(Beginning of Exercise data)
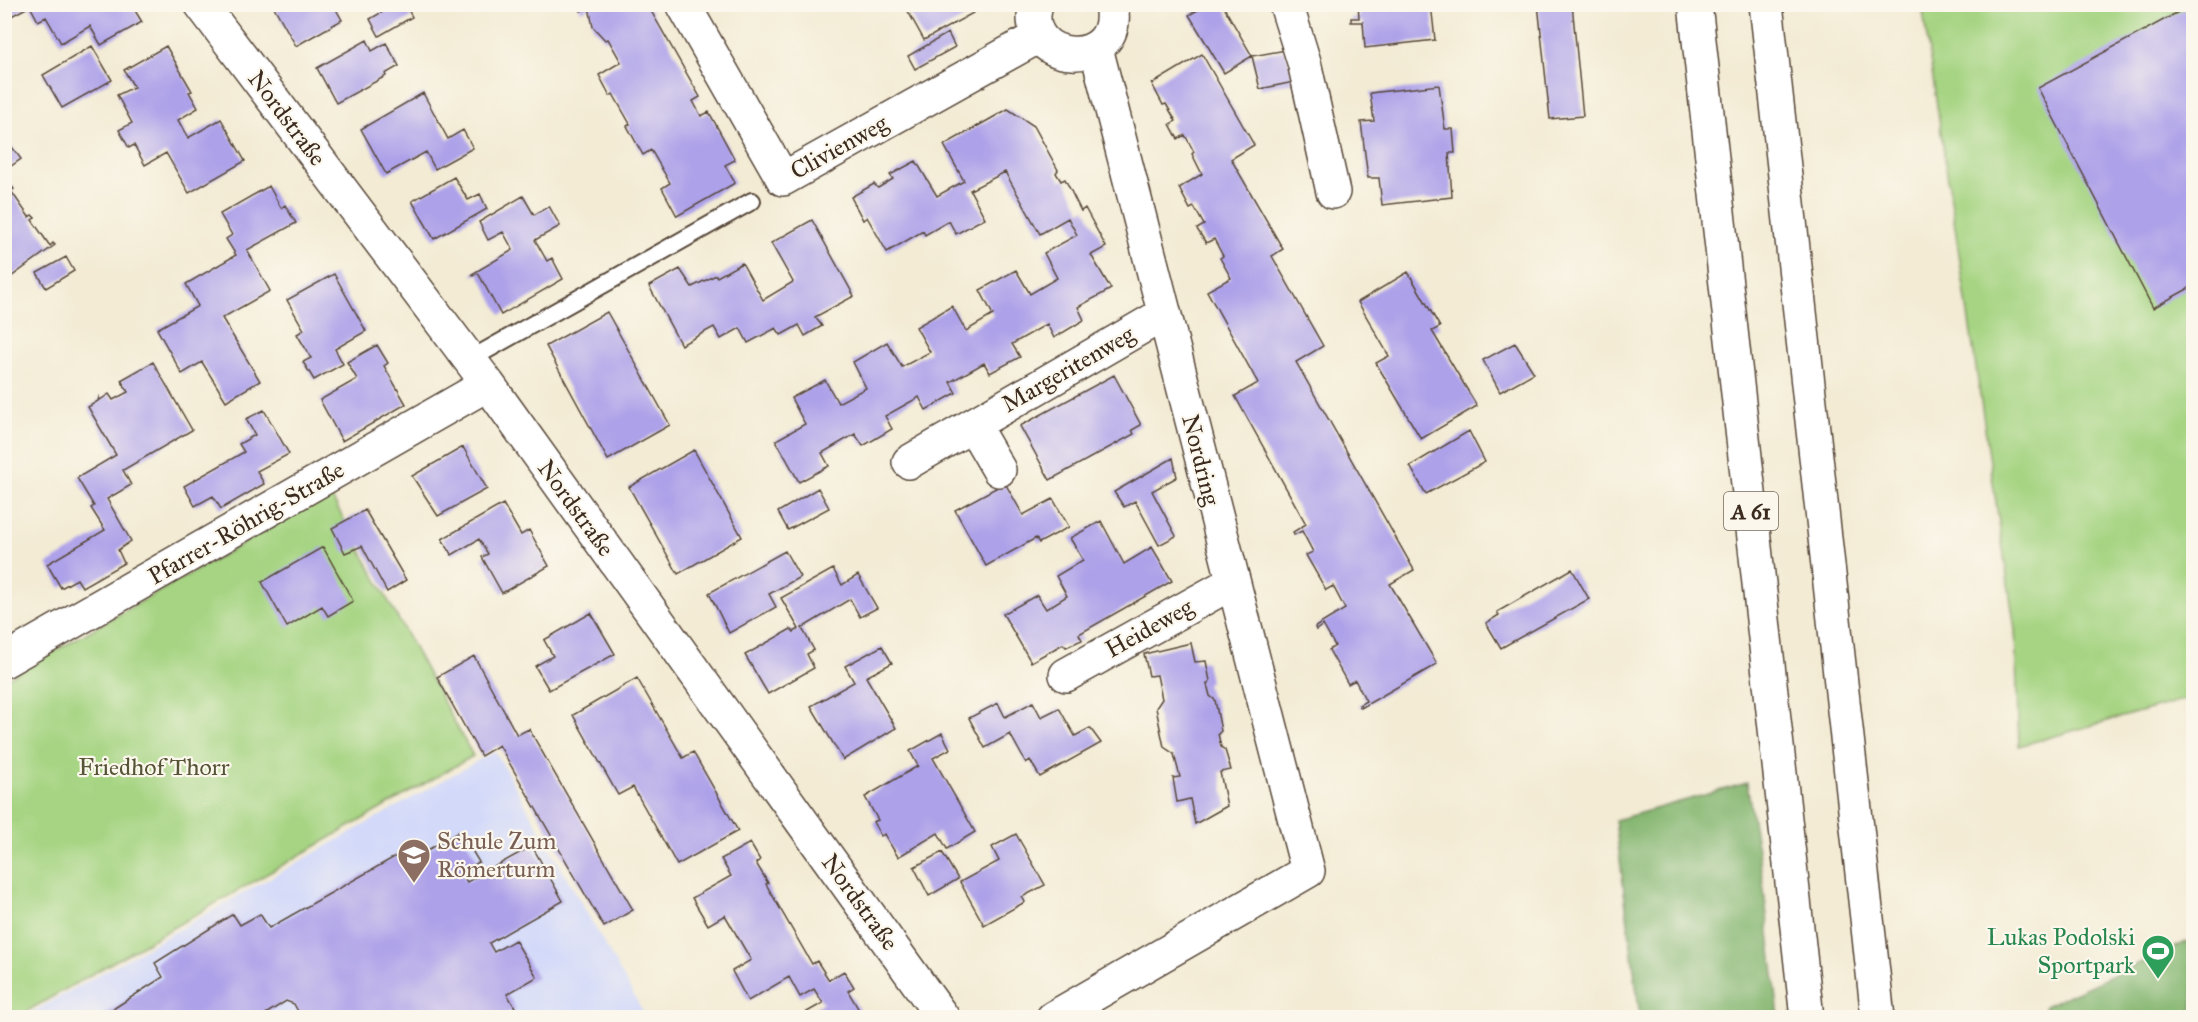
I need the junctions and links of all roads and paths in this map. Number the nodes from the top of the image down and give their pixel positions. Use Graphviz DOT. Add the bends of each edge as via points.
graph roads {
  1 [pos="201,4"];
  2 [pos="683,4"];
  3 [pos="1111,4"];
  4 [pos="1286,4"];
  5 [pos="1695,4"];
  6 [pos="1766,4"];
  7 [pos="1038,20"];
  8 [pos="1096,48"];
  9 [pos="1333,192"];
  10 [pos="752,201"];
  11 [pos="1164,314"];
  12 [pos="479,372"];
  13 [pos="973,425"];
  14 [pos="909,462"];
  15 [pos="999,470"];
  16 [pos="1233,582"];
  17 [pos="4,662"];
  18 [pos="1066,675"];
  19 [pos="943,1017"];
  20 [pos="1053,1017"];
  21 [pos="1807,1017"];
  22 [pos="1878,1017"];
  1 -- 12 [label="main road, Nordstraße"];
  2 -- 7 [label="main road, Clivienweg" via="783,179"];
  3 -- 8 [label="main road" via="1111,30"];
  4 -- 9 [label="main road" via="1304,62"];
  5 -- 21 [label="main road, A 61"];
  6 -- 22 [label="main road"];
  7 -- 8 [label="main road" via="1049,46 1065,54"];
  8 -- 11 [label="main road, Nordring"];
  10 -- 12 [label="lane"];
  11 -- 13 [label="main road, Margeritenweg"];
  11 -- 16 [label="main road, Nordring"];
  12 -- 17 [label="main road, Pfarrer-Röhrig-Straße"];
  12 -- 19 [label="main road, Nordstraße"];
  13 -- 14 [label="main road, Margeritenweg"];
  13 -- 15 [label="main road"];
  16 -- 18 [label="main road, Heideweg"];
  16 -- 20 [label="main road, Nordring" via="1308,871"];
}
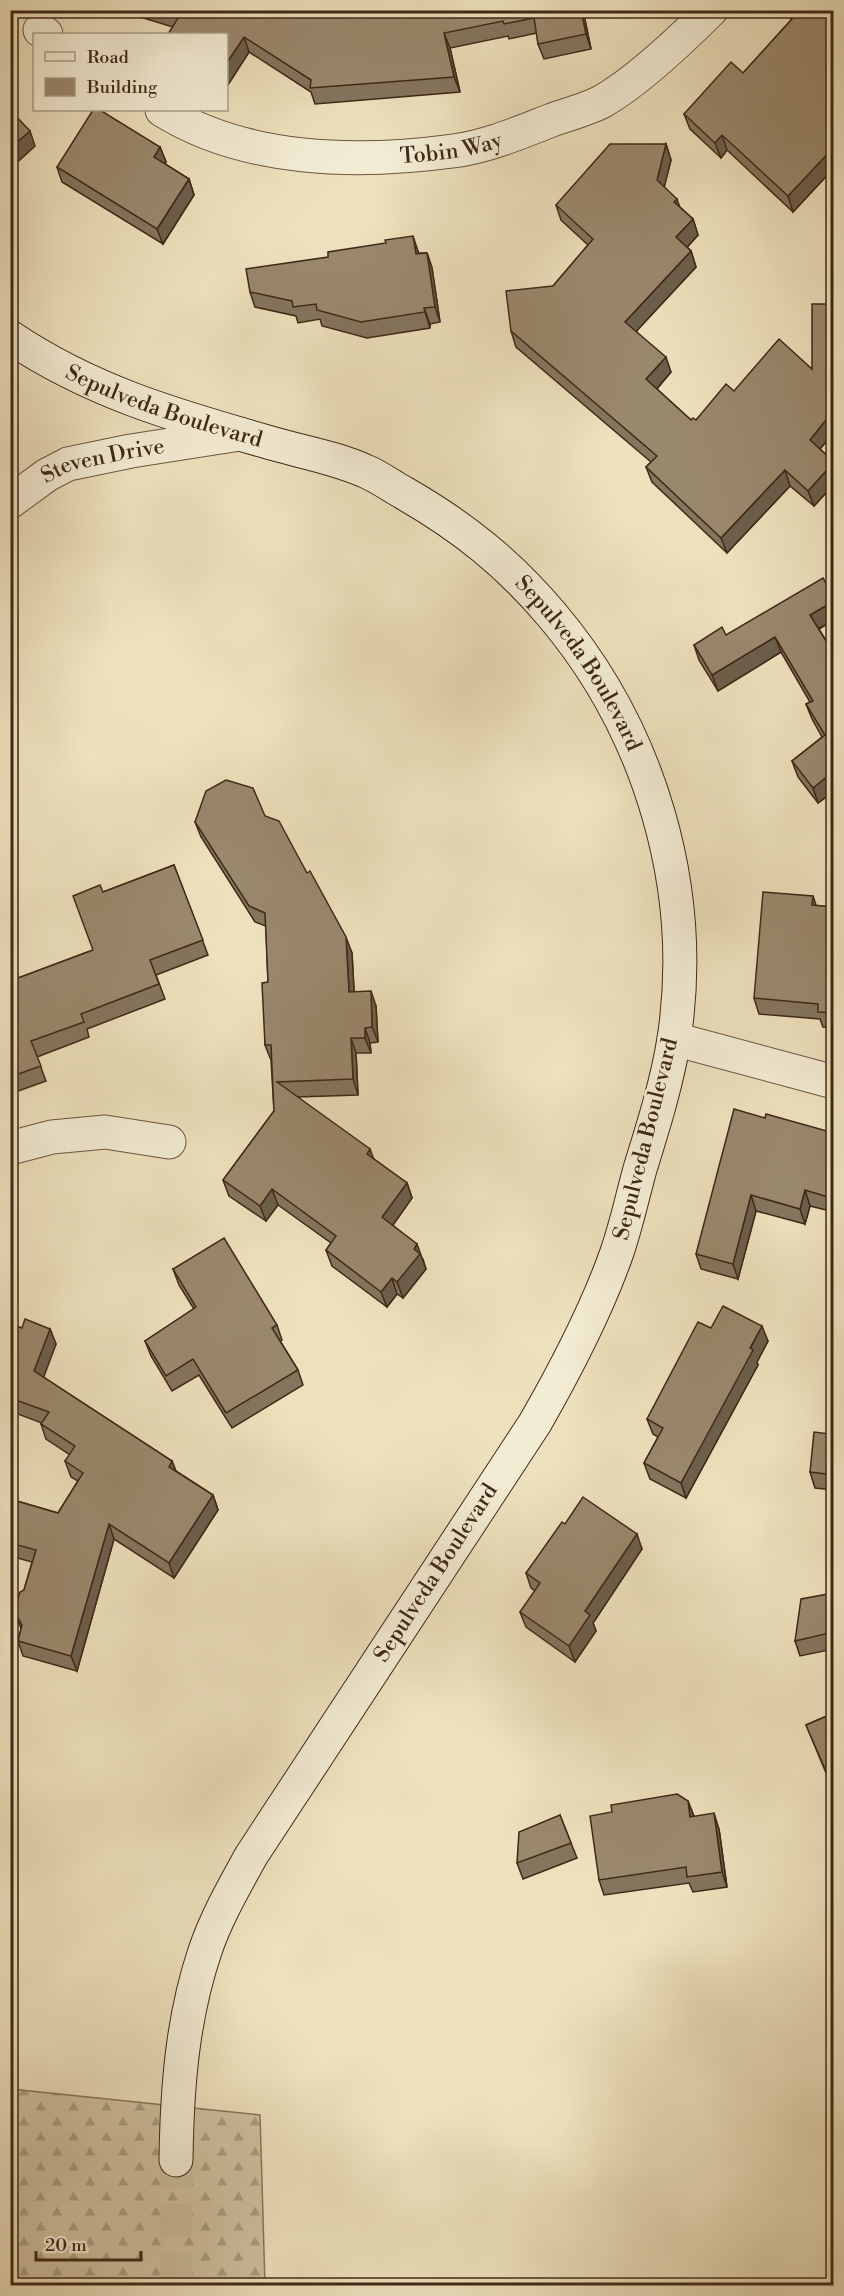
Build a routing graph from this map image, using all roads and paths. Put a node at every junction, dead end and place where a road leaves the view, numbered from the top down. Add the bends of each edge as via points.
1 (711, 10) edge
2 (164, 111) edge
3 (10, 337) edge
4 (240, 434) junction
5 (10, 502) edge
6 (674, 1040) junction
7 (834, 1082) edge
8 (169, 1142) dead end
9 (10, 1148) edge
10 (176, 2160) tunnel mouth

1 - 2 main road, Tobin Way via 676,45 603,101 529,129 454,151 304,156 238,143
3 - 4 main road, Sepulveda Boulevard via 76,377 156,409
4 - 5 main road, Steven Drive via 87,458 47,475
4 - 6 main road, Sepulveda Boulevard via 364,470 452,520 522,579 584,653 623,721 665,830 678,903
6 - 7 main road
6 - 10 main road, Sepulveda Boulevard via 617,1252 566,1369 535,1423 251,1856 225,1905 205,1950 192,1995 177,2099
8 - 9 main road via 105,1132 52,1137

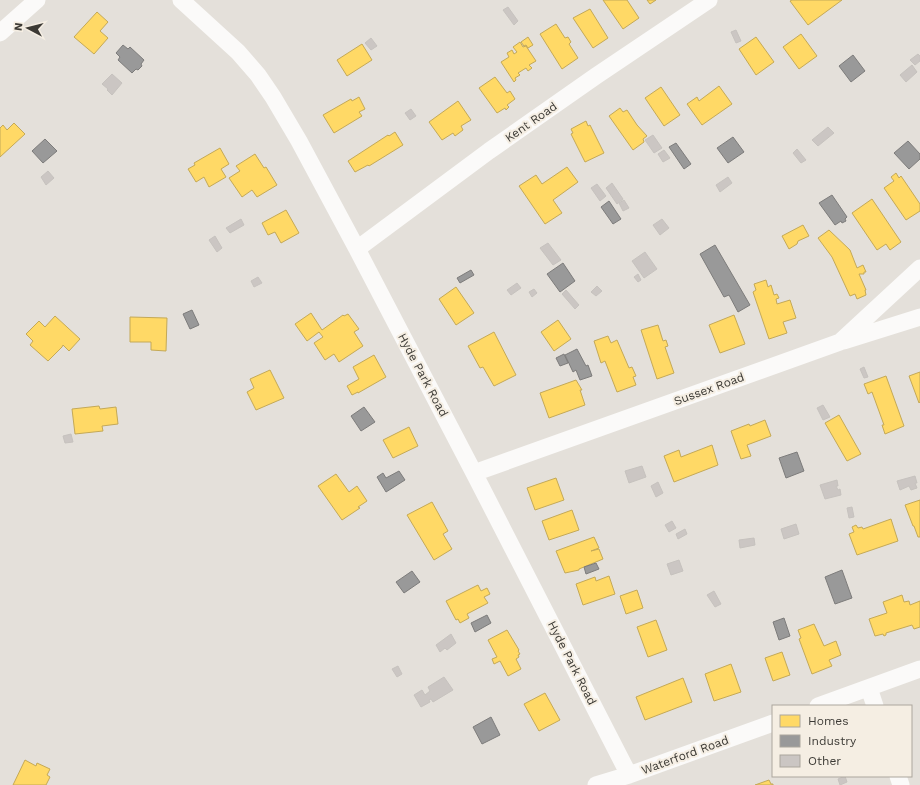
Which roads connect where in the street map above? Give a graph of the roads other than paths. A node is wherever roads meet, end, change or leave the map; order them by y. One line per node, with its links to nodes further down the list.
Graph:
1 (37, 0): 4 (street)
2 (181, 0): 5 (street, Hyde Park Road)
3 (709, 0): 5 (street, Kent Road)
4 (0, 33)
5 (357, 249): 9 (street, Hyde Park Road)
6 (920, 268): 8 (street, Sussex Road)
7 (920, 317): 8 (street)
8 (840, 342): 9 (street, Sussex Road)
9 (474, 473): 15 (street, Hyde Park Road)
10 (920, 669): 11 (street)
11 (869, 688): 12 (street); 13 (street)
12 (821, 705)
13 (875, 705)
14 (772, 723): 15 (street, Waterford Road)
15 (629, 775): 16 (street, Waterford Road)
16 (596, 785)

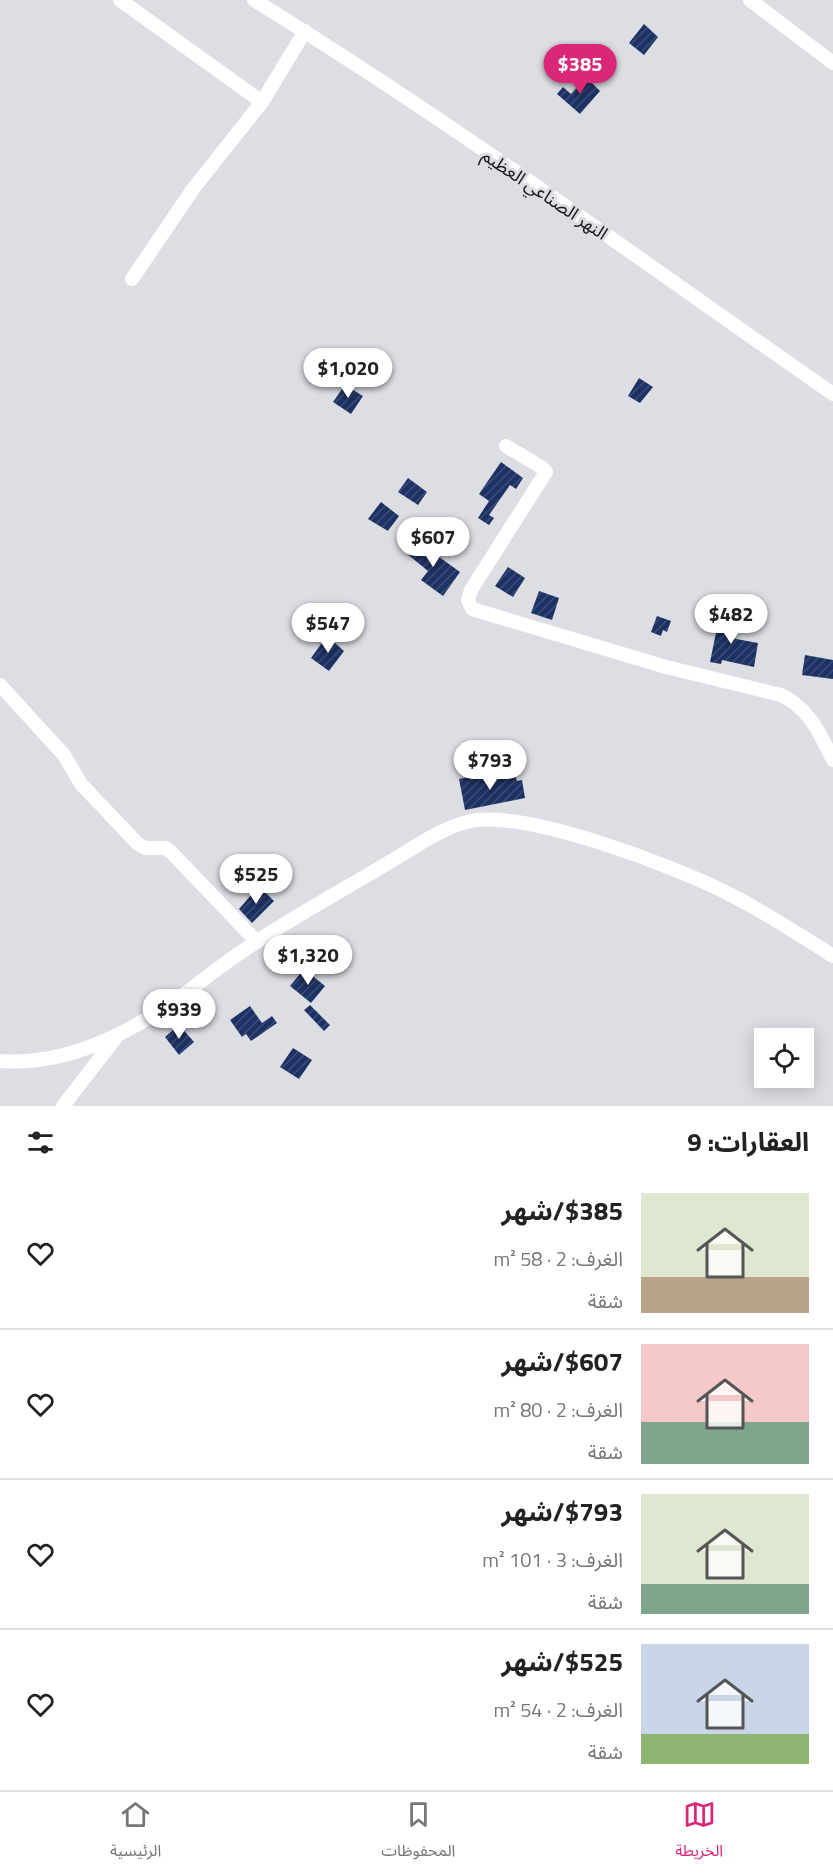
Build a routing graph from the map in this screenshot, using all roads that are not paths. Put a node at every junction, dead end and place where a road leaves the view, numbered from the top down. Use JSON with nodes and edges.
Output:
{"nodes":[{"id":1,"x":120,"y":0,"type":"edge"},
{"id":2,"x":254,"y":0,"type":"edge"},
{"id":3,"x":750,"y":0,"type":"edge"},
{"id":4,"x":305,"y":31,"type":"junction"},
{"id":5,"x":833,"y":63,"type":"edge"},
{"id":6,"x":262,"y":102,"type":"junction"},
{"id":7,"x":132,"y":279,"type":"dead end"},
{"id":8,"x":833,"y":394,"type":"edge"},
{"id":9,"x":506,"y":446,"type":"dead end"},
{"id":10,"x":0,"y":685,"type":"edge"},
{"id":11,"x":833,"y":760,"type":"edge"},
{"id":12,"x":257,"y":942,"type":"junction"},
{"id":13,"x":833,"y":956,"type":"edge"},
{"id":14,"x":121,"y":1033,"type":"junction"},
{"id":15,"x":0,"y":1061,"type":"edge"},
{"id":16,"x":63,"y":1106,"type":"edge"}],
"edges":[{"from":1,"to":6,"type":"street"},
{"from":2,"to":4,"type":"street","name":"النهر الصناعي العظيم"},
{"from":3,"to":5,"type":"street"},
{"from":4,"to":6,"type":"street"},
{"from":4,"to":8,"type":"street","name":"النهر الصناعي العظيم"},
{"from":6,"to":7,"type":"street"},
{"from":9,"to":11,"type":"street"},
{"from":10,"to":12,"type":"street"},
{"from":12,"to":13,"type":"street"},
{"from":12,"to":14,"type":"street"},
{"from":14,"to":15,"type":"street"},
{"from":14,"to":16,"type":"street"}]}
(End of Exercise data)
#### [Task goal]
Retype the records above exactly, leaving every picture out of your copy.

#### [Task answer]
I need the junctions and links of all roads and paths in this map. Number the nodes from the top of the image down and give their pixel positions. Use Graphviz DOT. Add the bends of each edge as via points.
graph roads {
  1 [pos="201,4"];
  2 [pos="683,4"];
  3 [pos="1111,4"];
  4 [pos="1286,4"];
  5 [pos="1695,4"];
  6 [pos="1766,4"];
  7 [pos="1038,20"];
  8 [pos="1096,48"];
  9 [pos="1333,192"];
  10 [pos="752,201"];
  11 [pos="1164,314"];
  12 [pos="479,372"];
  13 [pos="973,425"];
  14 [pos="909,462"];
  15 [pos="999,470"];
  16 [pos="1233,582"];
  17 [pos="4,662"];
  18 [pos="1066,675"];
  19 [pos="943,1017"];
  20 [pos="1053,1017"];
  21 [pos="1807,1017"];
  22 [pos="1878,1017"];
  1 -- 12 [label="main road, Nordstraße"];
  2 -- 7 [label="main road, Clivienweg" via="783,179"];
  3 -- 8 [label="main road" via="1111,30"];
  4 -- 9 [label="main road" via="1304,62"];
  5 -- 21 [label="main road, A 61"];
  6 -- 22 [label="main road"];
  7 -- 8 [label="main road" via="1049,46 1065,54"];
  8 -- 11 [label="main road, Nordring"];
  10 -- 12 [label="lane"];
  11 -- 13 [label="main road, Margeritenweg"];
  11 -- 16 [label="main road, Nordring"];
  12 -- 17 [label="main road, Pfarrer-Röhrig-Straße"];
  12 -- 19 [label="main road, Nordstraße"];
  13 -- 14 [label="main road, Margeritenweg"];
  13 -- 15 [label="main road"];
  16 -- 18 [label="main road, Heideweg"];
  16 -- 20 [label="main road, Nordring" via="1308,871"];
}
Build a routing graph from this map image, using all roads and paths. Put a node at every junction, dead end and place where a road leaves the view, numbered from the top down. Add the bends of each edge as via points.
1 (711, 10) edge
2 (164, 111) edge
3 (10, 337) edge
4 (240, 434) junction
5 (10, 502) edge
6 (674, 1040) junction
7 (834, 1082) edge
8 (169, 1142) dead end
9 (10, 1148) edge
10 (176, 2160) tunnel mouth

1 - 2 main road, Tobin Way via 676,45 603,101 529,129 454,151 304,156 238,143
3 - 4 main road, Sepulveda Boulevard via 76,377 156,409
4 - 5 main road, Steven Drive via 87,458 47,475
4 - 6 main road, Sepulveda Boulevard via 364,470 452,520 522,579 584,653 623,721 665,830 678,903
6 - 7 main road
6 - 10 main road, Sepulveda Boulevard via 617,1252 566,1369 535,1423 251,1856 225,1905 205,1950 192,1995 177,2099
8 - 9 main road via 105,1132 52,1137

Which roads connect where in the street map above? Give a graph of the roads other than paths. A node is wherever roads meet, end, change or leave the map; order them by y. One line per node, with its links to nodes further down the list.
Graph:
1 (37, 0): 4 (street)
2 (181, 0): 5 (street, Hyde Park Road)
3 (709, 0): 5 (street, Kent Road)
4 (0, 33)
5 (357, 249): 9 (street, Hyde Park Road)
6 (920, 268): 8 (street, Sussex Road)
7 (920, 317): 8 (street)
8 (840, 342): 9 (street, Sussex Road)
9 (474, 473): 15 (street, Hyde Park Road)
10 (920, 669): 11 (street)
11 (869, 688): 12 (street); 13 (street)
12 (821, 705)
13 (875, 705)
14 (772, 723): 15 (street, Waterford Road)
15 (629, 775): 16 (street, Waterford Road)
16 (596, 785)

Build a routing graph from the map in this screenshot, using all roads that are not paths. Put a node at every junction, dead end and place where a road leaves the view, numbered from the top down. Use JSON with nodes and edges.
Output:
{"nodes":[{"id":1,"x":120,"y":0,"type":"edge"},
{"id":2,"x":254,"y":0,"type":"edge"},
{"id":3,"x":750,"y":0,"type":"edge"},
{"id":4,"x":305,"y":31,"type":"junction"},
{"id":5,"x":833,"y":63,"type":"edge"},
{"id":6,"x":262,"y":102,"type":"junction"},
{"id":7,"x":132,"y":279,"type":"dead end"},
{"id":8,"x":833,"y":394,"type":"edge"},
{"id":9,"x":506,"y":446,"type":"dead end"},
{"id":10,"x":0,"y":685,"type":"edge"},
{"id":11,"x":833,"y":760,"type":"edge"},
{"id":12,"x":257,"y":942,"type":"junction"},
{"id":13,"x":833,"y":956,"type":"edge"},
{"id":14,"x":121,"y":1033,"type":"junction"},
{"id":15,"x":0,"y":1061,"type":"edge"},
{"id":16,"x":63,"y":1106,"type":"edge"}],
"edges":[{"from":1,"to":6,"type":"street"},
{"from":2,"to":4,"type":"street","name":"النهر الصناعي العظيم"},
{"from":3,"to":5,"type":"street"},
{"from":4,"to":6,"type":"street"},
{"from":4,"to":8,"type":"street","name":"النهر الصناعي العظيم"},
{"from":6,"to":7,"type":"street"},
{"from":9,"to":11,"type":"street"},
{"from":10,"to":12,"type":"street"},
{"from":12,"to":13,"type":"street"},
{"from":12,"to":14,"type":"street"},
{"from":14,"to":15,"type":"street"},
{"from":14,"to":16,"type":"street"}]}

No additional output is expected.